William Henry Pole-Carew (30 July 1811 – 20 January 1888) was a Cornish politician.

Biography
Pole-Carew was born in Eaton Place, Marylebone in 1811, the son of Reginald Pole-Carew and Hon. Caroline Anne Lyttelton, daughter of William Lyttelton, 1st Baron Lyttelton. His father was a paternal descendant of the Pole baronets, of Shute House. He was educated at Charterhouse School from 1824 to 1828, and then at Oriel College, Oxford, gaining a BA in 1833 and an MA in 1864.

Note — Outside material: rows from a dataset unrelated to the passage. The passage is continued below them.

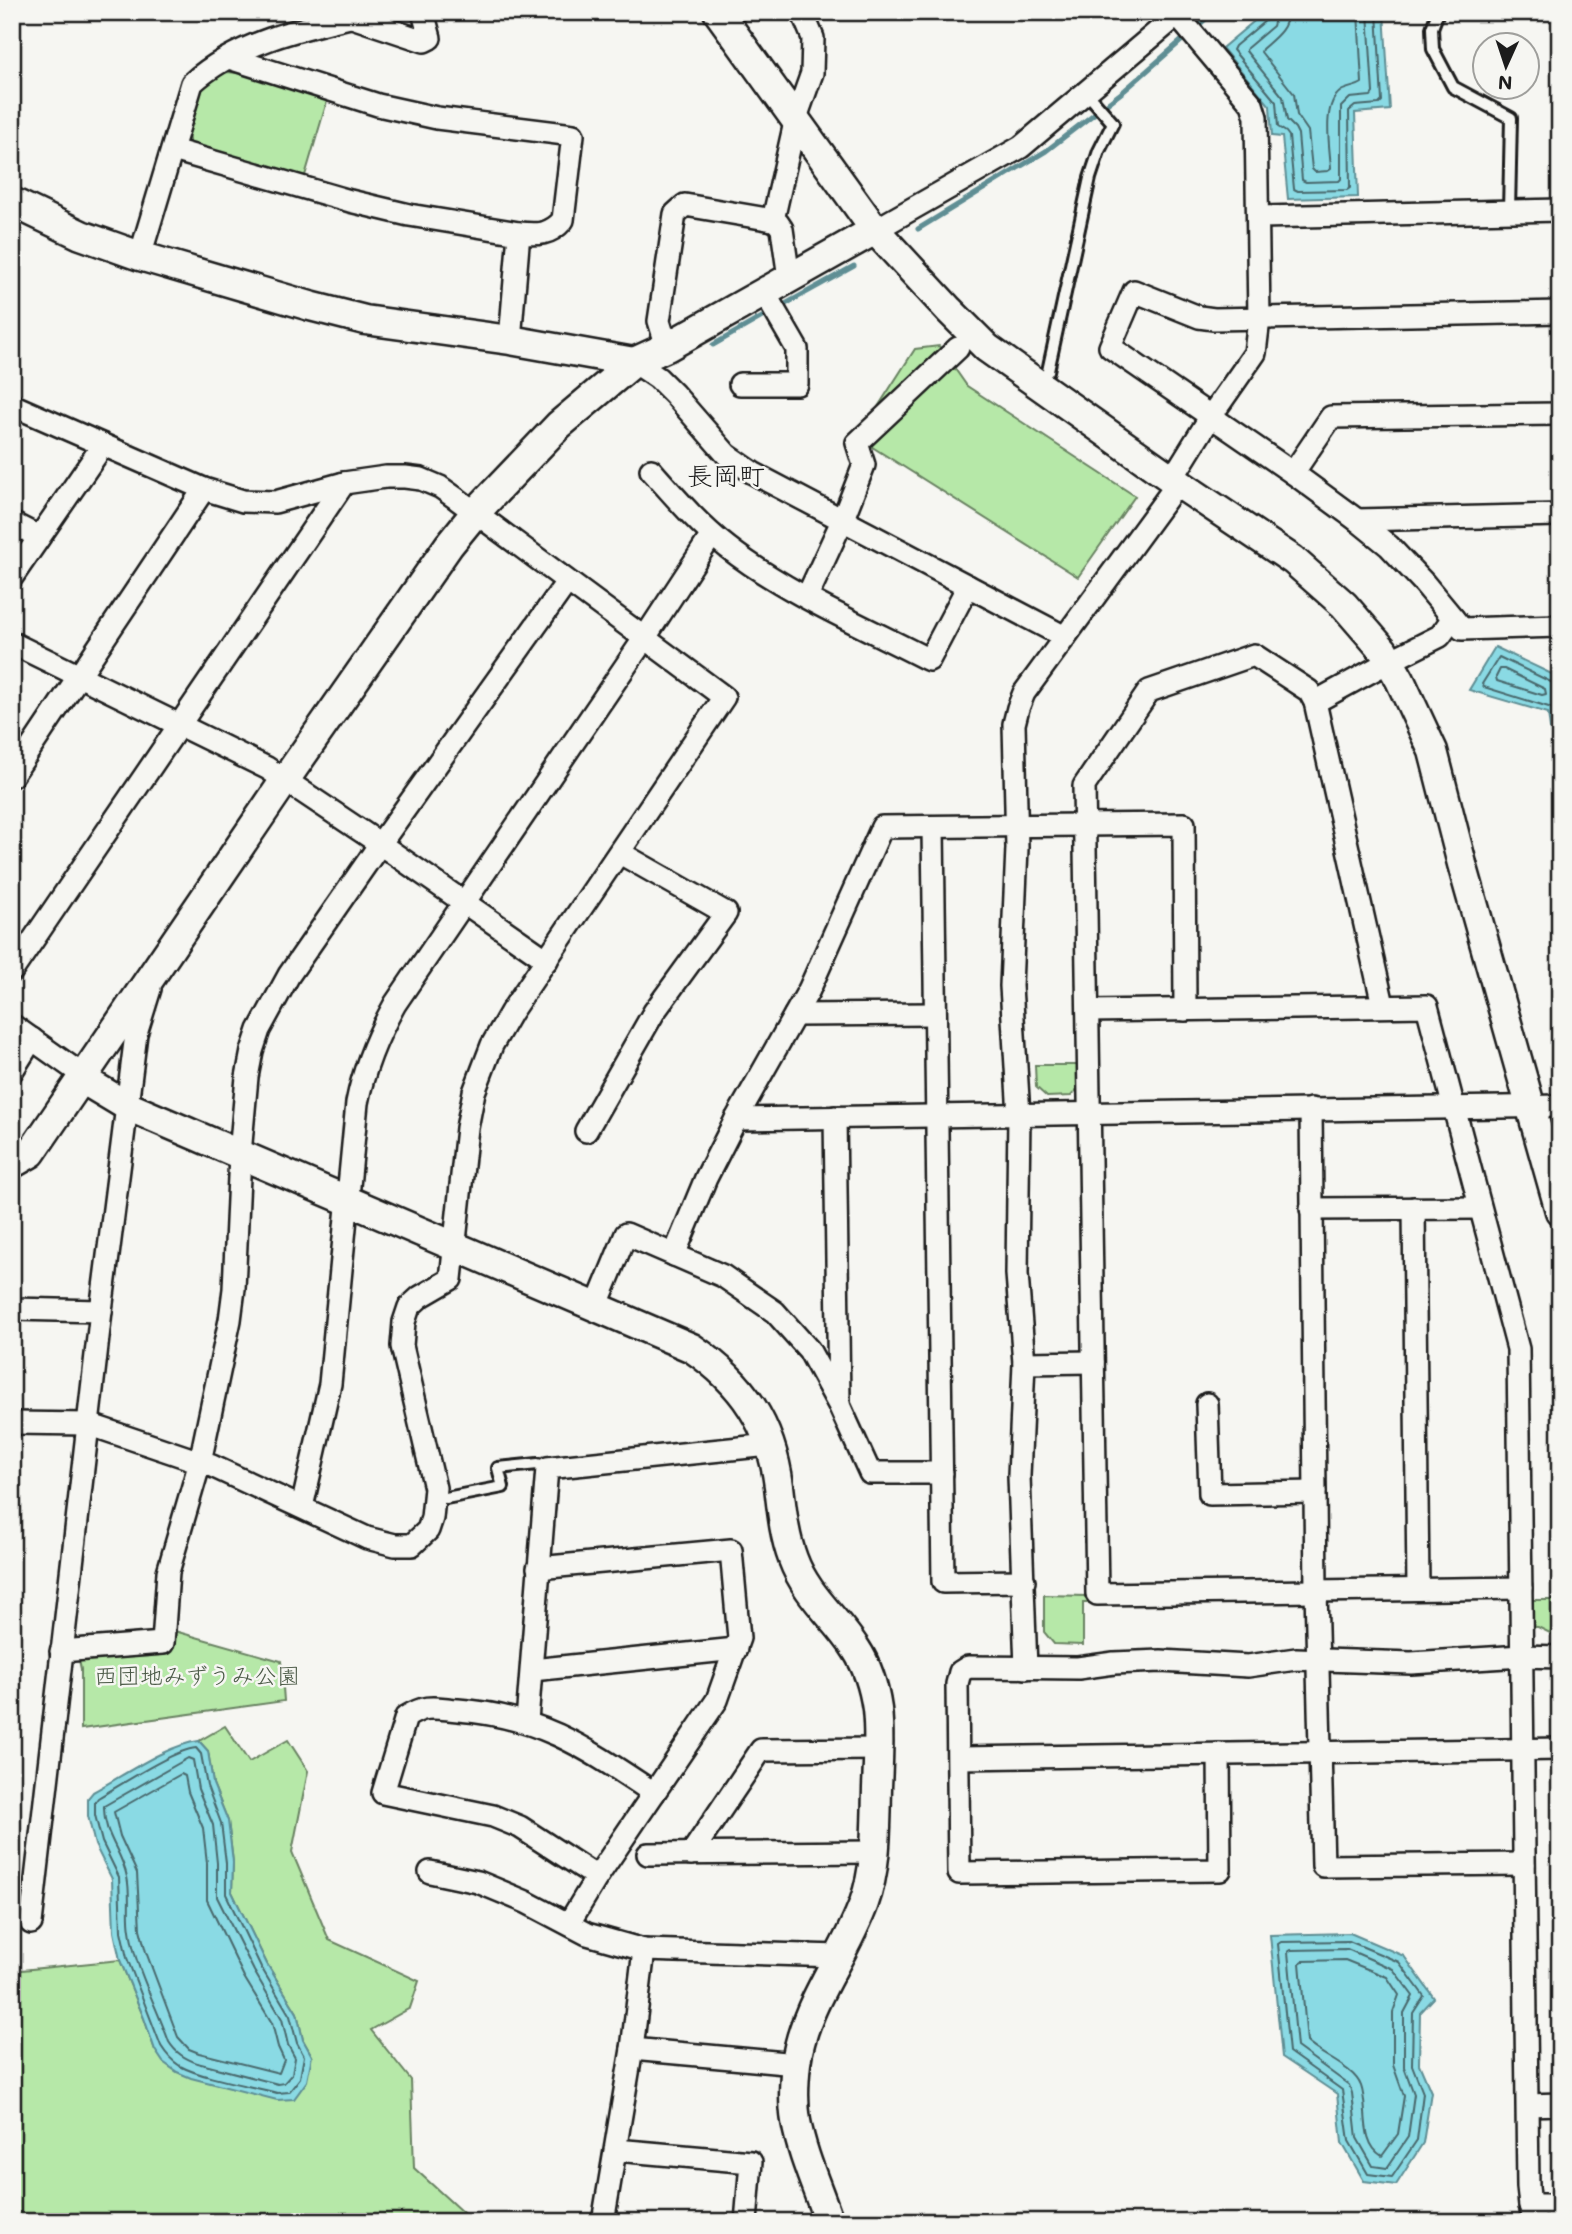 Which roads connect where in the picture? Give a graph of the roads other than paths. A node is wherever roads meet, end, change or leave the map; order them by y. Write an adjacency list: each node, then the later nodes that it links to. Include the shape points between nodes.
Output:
1 (424, 12): 5 (street, via 430,38 424,41)
2 (719, 12): 9 (street)
3 (802, 12): 9 (street, via 813,38 812,73)
4 (1438, 12): 13 (lane, via 1432,28 1433,49 1453,87 1511,118)
5 (362, 14): 7 (street, via 268,38)
6 (1181, 17): 8 (street); 14 (street, via 1251,104 1256,117)
7 (229, 58): 10 (street, via 192,83); 17 (street, via 378,105 437,118 573,135 563,220 540,235)
8 (1090, 96): 16 (street, via 1021,147); 27 (lane, via 1113,123 1090,178)
9 (796, 118): 15 (street); 16 (street)
10 (173, 150): 17 (street, via 350,201); 18 (street)
11 (12, 202): 18 (street, via 81,235)
12 (1560, 210): 13 (street)
13 (1509, 211): 14 (street)
14 (1258, 216): 22 (street)
15 (773, 220): 19 (street, via 782,229); 24 (street, via 685,205 675,214 659,321)
16 (875, 230): 19 (street); 35 (street, via 987,348)
17 (519, 233): 23 (street)
18 (140, 256): 23 (street, via 365,320)
19 (789, 278): 20 (street)
20 (766, 295): 24 (street); 28 (street, via 797,349 797,384)
21 (1560, 312): 22 (street)
22 (1259, 319): 31 (street, via 1255,353); 31 (street, via 1199,317 1133,290 1110,347)
23 (510, 340): 26 (street)
24 (667, 347): 26 (street)
25 (958, 348): 41 (street, via 857,443 864,465)
26 (634, 362): 38 (street, via 559,425); 41 (street, via 674,394 727,456)
27 (1048, 371)
28 (740, 384)
29 (12, 405): 32 (street)
30 (1560, 414): 34 (street, via 1331,417)
31 (1210, 416): 34 (street); 35 (street)
32 (103, 445): 37 (street); 44 (street)
33 (651, 470): 43 (street)
34 (1293, 473): 40 (street)
35 (1175, 481): 51 (street); 54 (street, via 1315,578 1365,626)
36 (344, 483): 37 (street, via 265,503); 38 (street, via 386,477 421,479); 57 (street)
37 (204, 489): 55 (street)
38 (475, 513): 46 (street); 59 (street)
39 (1560, 515): 40 (street)
40 (1357, 520): 49 (street, via 1389,546)
41 (842, 521): 47 (street); 48 (street)
42 (12, 523): 44 (street)
43 (712, 535): 48 (street); 52 (street)
44 (39, 537): 45 (street)
45 (12, 577)
46 (567, 582): 52 (street); 63 (street)
47 (968, 586): 48 (street, via 929,660); 51 (street)
48 (807, 597)
49 (1453, 618): 50 (street, via 1462,629); 54 (street, via 1440,636)
50 (1560, 626)
51 (1065, 637): 60 (street, via 1018,708)
52 (644, 639): 64 (street, via 724,697); 65 (street)
53 (12, 643): 55 (street)
54 (1390, 661): 56 (street); 79 (street, via 1433,751)
55 (80, 677): 57 (street); 58 (street)
56 (1315, 702): 61 (street, via 1309,691 1254,655 1149,691 1084,786); 69 (street)
57 (180, 726): 59 (street); 67 (street)
58 (12, 776)
59 (285, 780): 63 (street); 68 (street)
60 (1016, 825): 61 (street); 62 (street); 85 (street, via 1012,986)
61 (1085, 825): 70 (street, via 1184,824); 71 (street)
62 (933, 828): 72 (street); 73 (street, via 882,827)
63 (380, 844): 65 (street); 89 (street, via 289,975 259,1030 247,1077)
64 (620, 853): 66 (street); 88 (street, via 726,913 653,1012)
65 (463, 901): 66 (street); 91 (street, via 375,1041 357,1102)
66 (547, 960): 96 (street, via 492,1045 474,1092)
67 (12, 971)
68 (156, 971): 77 (street); 78 (street, via 136,1034)
69 (1383, 1005): 70 (street); 81 (street, via 1427,1006)
70 (1185, 1010): 71 (street)
71 (1088, 1011): 83 (street)
72 (935, 1014): 73 (street); 84 (street)
73 (795, 1015): 87 (street)
74 (12, 1025): 75 (street)
75 (32, 1039): 76 (street); 77 (street)
76 (12, 1071)
77 (83, 1077): 78 (street); 90 (street, via 31,1153)
78 (127, 1106): 89 (street); 100 (street)
79 (1531, 1106): 80 (street); 81 (street); 95 (street)
80 (1560, 1106)
81 (1454, 1107): 82 (street); 93 (street)
82 (1311, 1109): 83 (street); 94 (street)
83 (1089, 1114): 85 (street); 101 (street)
84 (937, 1115): 85 (street); 86 (street); 110 (street)
85 (1019, 1115): 102 (street, via 1017,1274)
86 (835, 1117): 87 (street); 104 (street)
87 (736, 1119): 97 (street)
88 (586, 1131)
89 (240, 1154): 91 (street); 108 (street, via 230,1320)
90 (12, 1164)
91 (347, 1200): 96 (street); 113 (street, via 330,1384)
92 (1414, 1208): 93 (street); 94 (street); 117 (street)
93 (1480, 1208): 116 (street, via 1518,1349)
94 (1311, 1209): 111 (street)
95 (1560, 1211)
96 (455, 1247): 98 (street); 112 (street, via 451,1279 409,1307 402,1346)
97 (674, 1255): 98 (street, via 626,1234); 104 (street, via 723,1276 775,1312 809,1350)
98 (596, 1307): 107 (street, via 692,1348 716,1365 748,1399)
99 (12, 1309): 100 (street)
100 (101, 1311): 106 (street)
101 (1093, 1362): 102 (street); 118 (street, via 1097,1594)
102 (1024, 1363): 115 (street, via 1019,1476)
103 (1207, 1404): 111 (street, via 1210,1494)
104 (839, 1405): 110 (street, via 870,1473)
105 (12, 1423): 106 (street)
106 (88, 1423): 108 (street); 120 (street)
107 (769, 1446): 109 (street); 127 (street, via 793,1559 807,1588 857,1650 867,1670 877,1708)
108 (200, 1462): 113 (street); 120 (street, via 168,1572 163,1643)
109 (547, 1468): 112 (lane, via 538,1464 498,1468 503,1487); 114 (street)
110 (942, 1473): 115 (street, via 943,1582)
111 (1315, 1492): 118 (street)
112 (435, 1497): 113 (street, via 428,1530 419,1541 406,1546 368,1538)
113 (302, 1507)
114 (538, 1568): 119 (street, via 732,1550 740,1638); 125 (street)
115 (1024, 1581): 124 (street)
116 (1521, 1588): 117 (street); 121 (street)
117 (1418, 1589): 118 (street)
118 (1317, 1590): 123 (street)
119 (736, 1649): 125 (street); 133 (street, via 717,1700)
120 (61, 1651): 140 (street)
121 (1522, 1656): 122 (street); 123 (street, via 1411,1663); 129 (street)
122 (1560, 1657)
123 (1319, 1659): 124 (street, via 1248,1666 1161,1661); 130 (street)
124 (1026, 1668): 132 (street, via 968,1667 960,1672)
125 (532, 1670): 126 (street)
126 (527, 1721): 133 (street, via 595,1753); 139 (street, via 487,1712 422,1707 406,1717 383,1793 502,1819)
127 (879, 1749): 134 (street); 136 (street, via 761,1750)
128 (1560, 1749): 129 (street)
129 (1522, 1750): 130 (street); 137 (street)
130 (1319, 1752): 131 (street); 137 (street, via 1323,1866)
131 (1219, 1754): 132 (street); 132 (street, via 1220,1870 959,1873)
132 (959, 1758)
133 (654, 1793): 139 (street)
134 (874, 1852): 136 (street); 143 (street, via 864,1903)
135 (648, 1854): 136 (street)
136 (691, 1854)
137 (1524, 1864): 147 (street)
138 (430, 1872): 141 (street, via 478,1882)
139 (597, 1877): 141 (street)
140 (30, 1923)
141 (569, 1923): 142 (street, via 587,1934)
142 (645, 1950): 143 (street); 144 (street)
143 (839, 1956): 145 (street, via 810,2011)
144 (632, 2049): 145 (street); 148 (street)
145 (796, 2064): 153 (street, via 796,2120)
146 (1560, 2104): 147 (street)
147 (1528, 2105): 150 (street)
148 (616, 2150): 151 (street); 152 (street, via 751,2162)
149 (1560, 2205): 150 (street)
150 (1533, 2214)
151 (603, 2222)
152 (746, 2222)
153 (829, 2222)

He served as Conservative Member of Parliament for East Cornwall from 1845 until 1852, and unsuccessfully contested Liskeard in 1859. He served as High Sheriff of Cornwall in 1854–1855, and as Recorder of East Looe from 1857 to 1886.

Pole-Carew joined the Canterbury Association on 3 June 1848. He was friends with John Robert Godley, and the Godley family stayed with him at Antony House while awaiting departure of the Lady Nugent for Lyttelton.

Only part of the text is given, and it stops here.